Ma belle-fille, ma petite-fille et le poids du regard des autres

« Mais enfin Camille, tu ne vas pas laisser Lucie sortir comme ça ! »

Ma voix a claqué dans l’air tiède du parc Monceau, plus fort que je ne l’aurais voulu. Autour de nous, les rires des enfants semblaient s’arrêter un instant. Ma petite-fille Lucie, six ans à peine, était emmitouflée dans un manteau épais, un bonnet tricoté et des bottes fourrées. Nous étions en juin. Les autres enfants couraient en t-shirts bariolés, sandales aux pieds, profitant du soleil. J’ai senti les regards se tourner vers nous, certains amusés, d’autres franchement moqueurs.

Camille a relevé la tête, les joues rouges. « Maman Hélène, il y a du vent aujourd’hui. Je préfère qu’elle soit couverte. »

J’ai soupiré, incapable de cacher mon exaspération. « Mais tu ne vois pas que tout le monde la regarde ? On va finir par croire que tu es folle ! »

Un silence gênant s’est installé. Lucie s’est rapprochée de sa mère, cherchant sa main. J’ai vu dans ses yeux une lueur d’incompréhension mêlée de tristesse. J’ai eu honte aussitôt, mais la colère l’a emporté.

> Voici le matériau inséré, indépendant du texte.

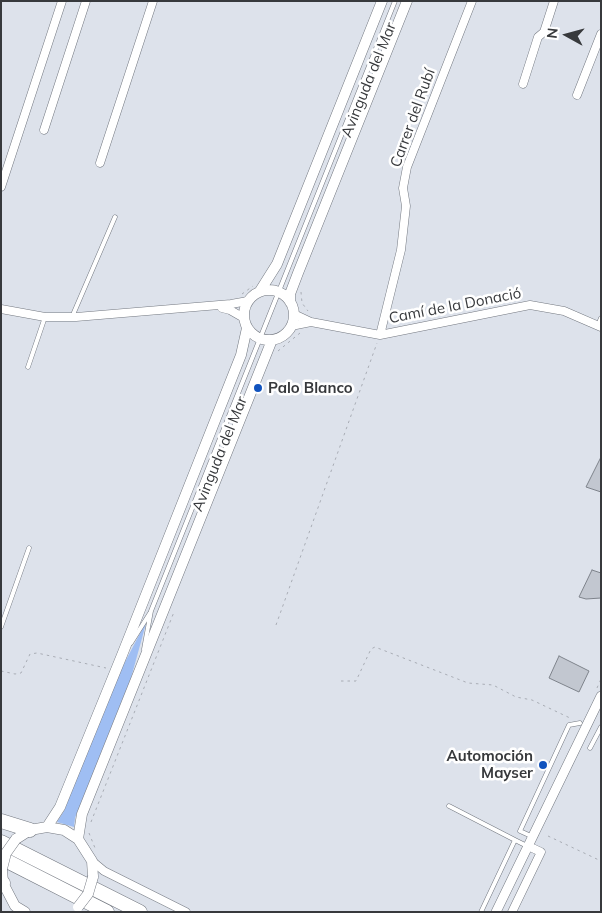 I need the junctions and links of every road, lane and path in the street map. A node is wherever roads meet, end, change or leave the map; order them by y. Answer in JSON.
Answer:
{"nodes":[{"id":1,"x":62,"y":1,"type":"edge"},
{"id":2,"x":86,"y":1,"type":"edge"},
{"id":3,"x":153,"y":1,"type":"edge"},
{"id":4,"x":382,"y":1,"type":"edge"},
{"id":5,"x":394,"y":1,"type":"edge"},
{"id":6,"x":407,"y":1,"type":"edge"},
{"id":7,"x":472,"y":1,"type":"edge"},
{"id":8,"x":554,"y":1,"type":"edge"},
{"id":9,"x":601,"y":34,"type":"edge"},
{"id":10,"x":523,"y":84,"type":"dead end"},
{"id":11,"x":577,"y":95,"type":"dead end"},
{"id":12,"x":44,"y":130,"type":"dead end"},
{"id":13,"x":100,"y":163,"type":"dead end"},
{"id":14,"x":1,"y":188,"type":"edge"},
{"id":15,"x":115,"y":217,"type":"dead end"},
{"id":16,"x":257,"y":288,"type":"junction"},
{"id":17,"x":278,"y":292,"type":"junction"},
{"id":18,"x":301,"y":292,"type":"dead end"},
{"id":19,"x":248,"y":301,"type":"junction"},
{"id":20,"x":290,"y":302,"type":"junction"},
{"id":21,"x":232,"y":304,"type":"junction"},
{"id":22,"x":205,"y":306,"type":"junction"},
{"id":23,"x":1,"y":309,"type":"edge"},
{"id":24,"x":294,"y":314,"type":"junction"},
{"id":25,"x":46,"y":317,"type":"junction"},
{"id":26,"x":72,"y":317,"type":"junction"},
{"id":27,"x":311,"y":322,"type":"junction"},
{"id":28,"x":246,"y":323,"type":"junction"},
{"id":29,"x":600,"y":323,"type":"edge"},
{"id":30,"x":291,"y":326,"type":"junction"},
{"id":31,"x":380,"y":335,"type":"junction"},
{"id":32,"x":260,"y":338,"type":"junction"},
{"id":33,"x":272,"y":340,"type":"junction"},
{"id":34,"x":276,"y":353,"type":"dead end"},
{"id":35,"x":28,"y":367,"type":"dead end"},
{"id":36,"x":28,"y":548,"type":"dead end"},
{"id":37,"x":176,"y":605,"type":"dead end"},
{"id":38,"x":151,"y":611,"type":"junction"},
{"id":39,"x":276,"y":625,"type":"dead end"},
{"id":40,"x":1,"y":627,"type":"edge"},
{"id":41,"x":122,"y":655,"type":"junction"},
{"id":42,"x":142,"y":663,"type":"junction"},
{"id":43,"x":1,"y":671,"type":"edge"},
{"id":44,"x":115,"y":671,"type":"junction"},
{"id":45,"x":341,"y":681,"type":"dead end"},
{"id":46,"x":601,"y":696,"type":"edge"},
{"id":47,"x":580,"y":723,"type":"joint"},
{"id":48,"x":601,"y":727,"type":"edge"},
{"id":49,"x":590,"y":748,"type":"dead end"},
{"id":50,"x":449,"y":806,"type":"dead end"},
{"id":51,"x":1,"y":821,"type":"edge"},
{"id":52,"x":90,"y":824,"type":"dead end"},
{"id":53,"x":47,"y":827,"type":"junction"},
{"id":54,"x":30,"y":830,"type":"junction"},
{"id":55,"x":88,"y":832,"type":"dead end"},
{"id":56,"x":548,"y":836,"type":"dead end"},
{"id":57,"x":533,"y":837,"type":"junction"},
{"id":58,"x":78,"y":839,"type":"junction"},
{"id":59,"x":515,"y":840,"type":"junction"},
{"id":60,"x":1,"y":842,"type":"edge"},
{"id":61,"x":528,"y":846,"type":"junction"},
{"id":62,"x":94,"y":857,"type":"junction"},
{"id":63,"x":1,"y":858,"type":"edge"},
{"id":64,"x":601,"y":861,"type":"edge"},
{"id":65,"x":2,"y":878,"type":"edge"},
{"id":66,"x":15,"y":909,"type":"edge"},
{"id":67,"x":74,"y":909,"type":"edge"},
{"id":68,"x":25,"y":912,"type":"edge"},
{"id":69,"x":107,"y":912,"type":"edge"},
{"id":70,"x":140,"y":912,"type":"edge"},
{"id":71,"x":186,"y":912,"type":"edge"},
{"id":72,"x":481,"y":912,"type":"edge"},
{"id":73,"x":496,"y":912,"type":"edge"},
{"id":74,"x":512,"y":912,"type":"edge"}],
"edges":[{"from":1,"to":14,"type":"street"},
{"from":2,"to":12,"type":"street"},
{"from":3,"to":13,"type":"street"},
{"from":4,"to":16,"type":"main road","name":"Avinguda del Mar"},
{"from":5,"to":17,"type":"lane","name":"Avinguda del Mar"},
{"from":6,"to":20,"type":"main road","name":"Avinguda del Mar"},
{"from":7,"to":31,"type":"street","name":"Carrer del Rubí"},
{"from":8,"to":10,"type":"street"},
{"from":9,"to":11,"type":"street"},
{"from":15,"to":26,"type":"lane"},
{"from":16,"to":17,"type":"main road"},
{"from":16,"to":19,"type":"main road"},
{"from":16,"to":21,"type":"path"},
{"from":17,"to":20,"type":"main road"},
{"from":17,"to":32,"type":"lane","name":"Avinguda del Mar"},
{"from":18,"to":27,"type":"path"},
{"from":19,"to":21,"type":"street"},
{"from":19,"to":28,"type":"main road","name":"Avinguda del Mar"},
{"from":20,"to":24,"type":"main road"},
{"from":21,"to":22,"type":"street"},
{"from":22,"to":26,"type":"street"},
{"from":22,"to":28,"type":"street"},
{"from":23,"to":25,"type":"street"},
{"from":24,"to":27,"type":"street","name":"Camí de la Donació"},
{"from":24,"to":30,"type":"main road"},
{"from":25,"to":26,"type":"street"},
{"from":25,"to":35,"type":"lane"},
{"from":27,"to":30,"type":"street","name":"Camí de la Donació"},
{"from":27,"to":31,"type":"street","name":"Camí de la Donació"},
{"from":27,"to":34,"type":"path"},
{"from":28,"to":32,"type":"main road"},
{"from":28,"to":41,"type":"main road","name":"Avinguda del Mar"},
{"from":29,"to":31,"type":"street","name":"Camí de la Donació"},
{"from":30,"to":33,"type":"main road"},
{"from":31,"to":39,"type":"path"},
{"from":32,"to":33,"type":"main road"},
{"from":32,"to":38,"type":"lane","name":"Avinguda del Mar"},
{"from":33,"to":42,"type":"main road","name":"Avinguda del Mar"},
{"from":36,"to":40,"type":"lane"},
{"from":37,"to":52,"type":"path"},
{"from":38,"to":41,"type":"lane","name":"Avinguda del Mar"},
{"from":38,"to":42,"type":"lane","name":"Avinguda del Mar"},
{"from":41,"to":44,"type":"main road","name":"Avinguda del Mar"},
{"from":42,"to":58,"type":"main road","name":"Avinguda del Mar"},
{"from":43,"to":44,"type":"path"},
{"from":44,"to":53,"type":"main road","name":"Avinguda del Mar"},
{"from":45,"to":47,"type":"path"},
{"from":46,"to":57,"type":"street"},
{"from":47,"to":57,"type":"lane"},
{"from":48,"to":49,"type":"lane"},
{"from":50,"to":59,"type":"lane"},
{"from":51,"to":54,"type":"highway"},
{"from":53,"to":54,"type":"main road"},
{"from":53,"to":58,"type":"main road"},
{"from":54,"to":65,"type":"main road","bridge":true},
{"from":55,"to":62,"type":"path"},
{"from":56,"to":64,"type":"path"},
{"from":57,"to":61,"type":"street"},
{"from":58,"to":62,"type":"main road"},
{"from":59,"to":61,"type":"lane"},
{"from":59,"to":72,"type":"lane"},
{"from":60,"to":70,"type":"highway"},
{"from":61,"to":73,"type":"street"},
{"from":61,"to":74,"type":"street"},
{"from":62,"to":67,"type":"main road","bridge":true},
{"from":62,"to":71,"type":"street"},
{"from":63,"to":69,"type":"highway"},
{"from":65,"to":66,"type":"main road"},
{"from":66,"to":68,"type":"main road"}]}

Depuis la naissance de Lucie, je n’ai jamais compris les choix de Camille. Elle refuse les bonbons à la fête de l’école, elle ne laisse pas Lucie regarder la télévision après 18h, elle surveille chaque ingrédient de ses repas comme si le moindre colorant allait la tuer sur place. Et maintenant ça : la surprotection ridicule contre un vent d’été.

En rentrant chez moi ce soir-là, j’ai raconté la scène à mon mari, Gérard. Il a haussé les épaules : « Laisse-la faire. C’est sa fille, pas la tienne. »

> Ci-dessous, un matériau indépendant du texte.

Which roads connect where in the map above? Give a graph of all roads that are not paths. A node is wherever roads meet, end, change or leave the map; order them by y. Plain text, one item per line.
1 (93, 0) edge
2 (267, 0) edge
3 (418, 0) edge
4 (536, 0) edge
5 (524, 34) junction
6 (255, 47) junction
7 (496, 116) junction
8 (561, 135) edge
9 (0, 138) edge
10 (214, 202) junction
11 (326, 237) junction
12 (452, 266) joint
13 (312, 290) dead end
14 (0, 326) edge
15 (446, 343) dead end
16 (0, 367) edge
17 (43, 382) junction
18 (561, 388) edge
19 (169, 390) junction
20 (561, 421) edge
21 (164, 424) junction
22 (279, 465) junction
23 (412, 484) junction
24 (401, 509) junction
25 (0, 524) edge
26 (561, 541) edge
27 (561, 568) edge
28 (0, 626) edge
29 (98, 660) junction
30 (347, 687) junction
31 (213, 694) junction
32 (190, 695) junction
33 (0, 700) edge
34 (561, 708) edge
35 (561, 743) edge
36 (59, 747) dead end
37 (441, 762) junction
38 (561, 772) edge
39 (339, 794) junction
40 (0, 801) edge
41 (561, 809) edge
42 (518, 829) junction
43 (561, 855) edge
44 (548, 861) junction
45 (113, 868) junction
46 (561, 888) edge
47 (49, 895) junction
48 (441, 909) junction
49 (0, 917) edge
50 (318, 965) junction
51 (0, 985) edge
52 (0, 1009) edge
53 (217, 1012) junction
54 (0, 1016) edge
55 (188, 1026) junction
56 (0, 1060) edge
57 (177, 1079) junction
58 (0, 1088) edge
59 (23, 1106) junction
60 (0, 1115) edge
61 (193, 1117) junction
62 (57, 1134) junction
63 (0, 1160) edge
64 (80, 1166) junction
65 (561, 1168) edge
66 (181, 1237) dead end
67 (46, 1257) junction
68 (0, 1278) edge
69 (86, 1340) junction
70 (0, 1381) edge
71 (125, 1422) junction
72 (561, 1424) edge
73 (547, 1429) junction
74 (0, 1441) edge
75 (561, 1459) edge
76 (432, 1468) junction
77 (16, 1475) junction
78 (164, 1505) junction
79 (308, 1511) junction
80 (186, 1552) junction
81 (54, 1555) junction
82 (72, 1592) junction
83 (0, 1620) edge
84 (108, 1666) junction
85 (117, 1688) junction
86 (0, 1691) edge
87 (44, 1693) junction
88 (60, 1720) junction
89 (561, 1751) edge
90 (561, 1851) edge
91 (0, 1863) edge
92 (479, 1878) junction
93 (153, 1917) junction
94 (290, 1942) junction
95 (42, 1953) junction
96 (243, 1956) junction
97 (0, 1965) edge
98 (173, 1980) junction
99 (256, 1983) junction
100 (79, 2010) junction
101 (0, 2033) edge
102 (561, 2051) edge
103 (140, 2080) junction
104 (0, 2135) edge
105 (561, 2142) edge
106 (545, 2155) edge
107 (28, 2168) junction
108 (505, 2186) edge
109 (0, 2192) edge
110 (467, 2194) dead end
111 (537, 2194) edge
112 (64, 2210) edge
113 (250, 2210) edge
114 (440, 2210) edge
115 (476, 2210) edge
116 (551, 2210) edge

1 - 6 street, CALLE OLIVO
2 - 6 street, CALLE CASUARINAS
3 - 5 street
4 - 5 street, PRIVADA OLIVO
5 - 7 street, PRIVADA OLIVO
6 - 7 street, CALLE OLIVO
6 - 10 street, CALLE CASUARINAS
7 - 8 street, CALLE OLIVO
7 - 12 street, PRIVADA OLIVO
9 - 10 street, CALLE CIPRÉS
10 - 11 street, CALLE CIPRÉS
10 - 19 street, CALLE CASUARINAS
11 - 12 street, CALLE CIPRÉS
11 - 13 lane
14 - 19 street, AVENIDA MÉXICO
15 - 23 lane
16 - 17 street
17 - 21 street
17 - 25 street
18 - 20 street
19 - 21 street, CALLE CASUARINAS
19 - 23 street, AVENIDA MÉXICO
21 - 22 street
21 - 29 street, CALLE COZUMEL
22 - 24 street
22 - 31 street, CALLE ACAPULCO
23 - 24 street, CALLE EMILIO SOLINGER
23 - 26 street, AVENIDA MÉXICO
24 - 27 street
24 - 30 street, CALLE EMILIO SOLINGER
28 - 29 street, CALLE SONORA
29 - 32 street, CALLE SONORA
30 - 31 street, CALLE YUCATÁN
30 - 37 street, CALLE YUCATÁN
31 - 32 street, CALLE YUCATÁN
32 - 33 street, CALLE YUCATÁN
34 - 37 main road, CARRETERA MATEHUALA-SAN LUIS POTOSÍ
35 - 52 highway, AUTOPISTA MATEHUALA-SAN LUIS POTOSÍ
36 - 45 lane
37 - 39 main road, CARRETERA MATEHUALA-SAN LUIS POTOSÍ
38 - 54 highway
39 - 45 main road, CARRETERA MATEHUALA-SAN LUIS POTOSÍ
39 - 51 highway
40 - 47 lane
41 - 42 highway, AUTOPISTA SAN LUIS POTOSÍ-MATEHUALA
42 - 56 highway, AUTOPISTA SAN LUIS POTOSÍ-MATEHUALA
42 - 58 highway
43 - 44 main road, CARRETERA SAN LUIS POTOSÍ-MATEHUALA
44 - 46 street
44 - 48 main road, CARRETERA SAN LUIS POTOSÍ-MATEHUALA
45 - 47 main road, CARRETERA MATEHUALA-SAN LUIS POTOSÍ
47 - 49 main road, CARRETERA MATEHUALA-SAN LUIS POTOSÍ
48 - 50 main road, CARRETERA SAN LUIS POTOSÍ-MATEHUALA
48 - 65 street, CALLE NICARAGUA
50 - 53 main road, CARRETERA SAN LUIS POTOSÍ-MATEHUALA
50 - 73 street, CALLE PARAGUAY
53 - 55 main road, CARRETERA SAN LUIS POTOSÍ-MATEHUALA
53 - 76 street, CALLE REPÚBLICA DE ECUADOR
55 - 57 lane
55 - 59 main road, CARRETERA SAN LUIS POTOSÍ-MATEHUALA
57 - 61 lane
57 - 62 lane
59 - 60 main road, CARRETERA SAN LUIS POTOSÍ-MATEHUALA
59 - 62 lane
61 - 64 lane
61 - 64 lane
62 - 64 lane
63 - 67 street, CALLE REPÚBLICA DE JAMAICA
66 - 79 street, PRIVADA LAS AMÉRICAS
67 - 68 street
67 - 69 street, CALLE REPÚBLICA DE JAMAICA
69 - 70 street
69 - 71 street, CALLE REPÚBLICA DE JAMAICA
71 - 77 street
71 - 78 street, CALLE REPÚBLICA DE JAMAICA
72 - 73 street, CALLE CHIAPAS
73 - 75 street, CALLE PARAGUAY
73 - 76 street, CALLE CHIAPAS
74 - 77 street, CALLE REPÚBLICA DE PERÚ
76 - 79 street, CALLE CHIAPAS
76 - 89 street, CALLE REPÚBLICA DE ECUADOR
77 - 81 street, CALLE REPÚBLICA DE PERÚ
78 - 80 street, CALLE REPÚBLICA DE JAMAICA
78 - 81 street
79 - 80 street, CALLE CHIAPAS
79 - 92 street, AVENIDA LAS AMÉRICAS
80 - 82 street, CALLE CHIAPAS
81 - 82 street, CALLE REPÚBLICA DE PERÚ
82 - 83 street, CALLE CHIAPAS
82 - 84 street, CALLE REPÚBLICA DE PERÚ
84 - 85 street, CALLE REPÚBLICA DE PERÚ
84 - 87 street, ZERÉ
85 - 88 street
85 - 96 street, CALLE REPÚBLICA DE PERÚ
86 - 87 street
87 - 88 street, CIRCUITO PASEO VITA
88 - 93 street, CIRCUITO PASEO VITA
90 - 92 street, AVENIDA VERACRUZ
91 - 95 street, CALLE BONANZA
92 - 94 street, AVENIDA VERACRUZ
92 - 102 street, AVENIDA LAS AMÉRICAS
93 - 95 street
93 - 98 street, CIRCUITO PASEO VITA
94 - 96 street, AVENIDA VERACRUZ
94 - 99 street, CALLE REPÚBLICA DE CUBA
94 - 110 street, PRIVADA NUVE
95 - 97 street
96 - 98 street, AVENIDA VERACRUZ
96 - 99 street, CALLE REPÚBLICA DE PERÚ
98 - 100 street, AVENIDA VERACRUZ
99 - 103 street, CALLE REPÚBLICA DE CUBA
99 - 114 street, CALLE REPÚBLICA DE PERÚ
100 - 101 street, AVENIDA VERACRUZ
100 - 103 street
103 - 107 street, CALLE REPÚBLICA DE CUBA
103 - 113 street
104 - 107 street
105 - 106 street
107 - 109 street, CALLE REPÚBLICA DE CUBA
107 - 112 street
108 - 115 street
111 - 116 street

Mais je n’arrivais pas à lâcher prise. J’avais l’impression que Camille ridiculisait notre famille devant tout le quartier. Les autres mamans du parc – Sophie, Claire, même la vieille Madame Dubois – chuchotaient en nous regardant passer. « Tu as vu comment elle habille sa gamine ? »

Le lendemain matin, j’ai reçu un message de Camille :

« Hélène, j’aimerais qu’on parle. »

J’ai accepté à contrecœur. Elle est arrivée chez moi avec Lucie, qui tenait son doudou contre elle comme un bouclier.

« Je sais que tu ne comprends pas toujours mes choix », a commencé Camille d’une voix tremblante. « Mais tu ne sais pas tout. »

Je l’ai regardée sans rien dire. Elle a pris une grande inspiration.

« Quand j’étais petite, j’étais tout le temps malade. Bronchites à répétition, hospitalisations… Ma mère me laissait courir dehors en t-shirt même quand il faisait froid parce qu’elle disait que c’était bon pour la santé. J’ai passé mon enfance à avoir peur d’être malade encore une fois. Alors oui, peut-être que je surprotège Lucie… Mais c’est plus fort que moi. »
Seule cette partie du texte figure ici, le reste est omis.